As I carry on in my spare time to implement a Relation type for Perl 6, I would like to use some of the simpler types that were added to the Synopsis recently and seem to lack a lot of explanatory details that older types have, and moreover they don't seem to be implemented yet in Pugs.

So I have a few questions whose answers should clarify the intended meaning and features of these newer types, as well as the syntax for declaring them.

Some relevant example types from Synopsis 6:

  Immutable types

  Objects with these types behave like values, i.e. C<$x === $y> is true
  if and only if their types and contents are identical.

    List        Lazy Perl list (composed of Seq and Range parts)
    Seq         Completely evaluated (hence immutable) sequence
    Range       Incrementally generated (hence lazy) sequence
    Set         Unordered Seqs that allow no duplicates
    Junction    Sets with additional behaviours
    Pair        Seq of two elements that serves as an one-element Mapping
    Mapping     Pairs with no duplicate keys
    Signature   Function parameters (left-hand side of a binding)
    Capture     Function call arguments (right-hand side of a binding)

  Mutable types

  Objects with these types have distinct C<.id> values.

    Array       Perl array
    Hash        Perl hash

The intended new Relation type could be described like this, if I correctly understand the meaning of the existing types:

  Immutable types

    Relation    Set of Mappings where all Mappings have the same keys

Speaking a little more technically, a Relation has 2 main components, its heading and its body. The heading is a set of 0..N keys (called "attributes" in relation-land), and the body is a set of 0..N Mappings (called "tuples" in relation-land), where they set of keys of each Mapping is identical to the Relation's heading. Its very likely that a language-embedded Relation implementation would actually not repeat the keys for each member Mapping, but we can conceptualize as if they were present for simplicity.

The operations that you can do with a Relation are a proper super-set of those you can do with a Set. So, the Relation type supports all the same Set operators, with the same meanings, such as: equal(), subset(), superset(), union(), intersection(), difference(), symmetric_difference(), none(), any(), all(), member_exists(), members(), member_count(). Moreover, the Relation type has these operators that the Set type doesn't have: rename(), project(), restrict(), extend(), join(), divide(), summarize(), group(), ungroup(), wrap(), unwrap(), matching(), etc. Moreover, there would probably be convenience wrapper functions over combinations of the above operators such as insert(), update(), delete(), etc, though they aren't essential (those examples are not mutators, despite their name-sakes). Some extra operators like sort() would also be provided, which convert Relations to Seqs or Arrays.

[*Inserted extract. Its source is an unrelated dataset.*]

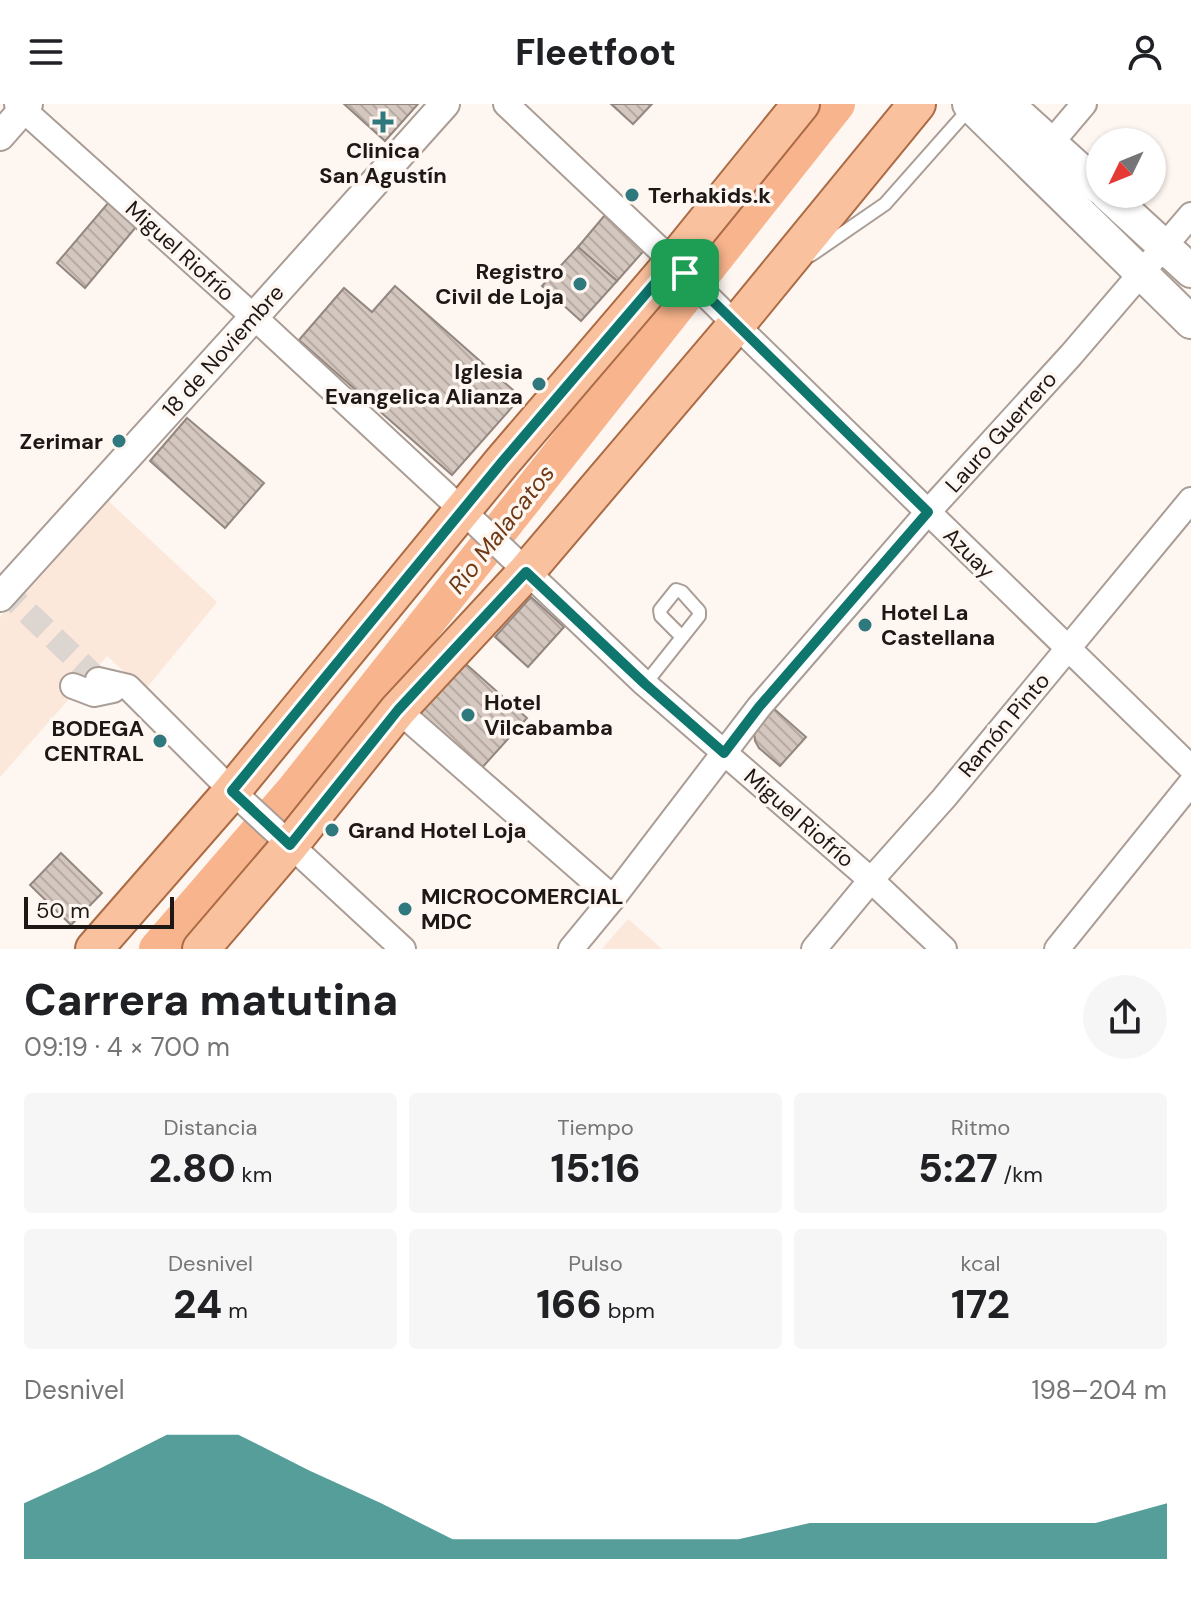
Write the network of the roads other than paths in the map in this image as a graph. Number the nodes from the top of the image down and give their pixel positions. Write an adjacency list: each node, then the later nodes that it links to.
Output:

Now, some of the questions:

1. Are Sets or Junctions allowed to contain undefined elements? Can undef be a key of a Mapping or Hash?

2. What actually is the practical distinction between a Set and a Junction? Why would someone use one over the other? I recognize that the use of Junctions is supposed to make parallelism easier, as iterating through one is known to be order independent. But, conceptually a Set and a Relation are exactly the same; you could process their members in any order and/or in parallel as well. So is the use of a Junction effectively like a compiler flag to make certain kinds of Set ops faster at the expense of others?

3. Is a Signature like the keys of a Mapping but that it has extra stuff like associated types and such? Can one declare and use a Signature separately from declaring a function?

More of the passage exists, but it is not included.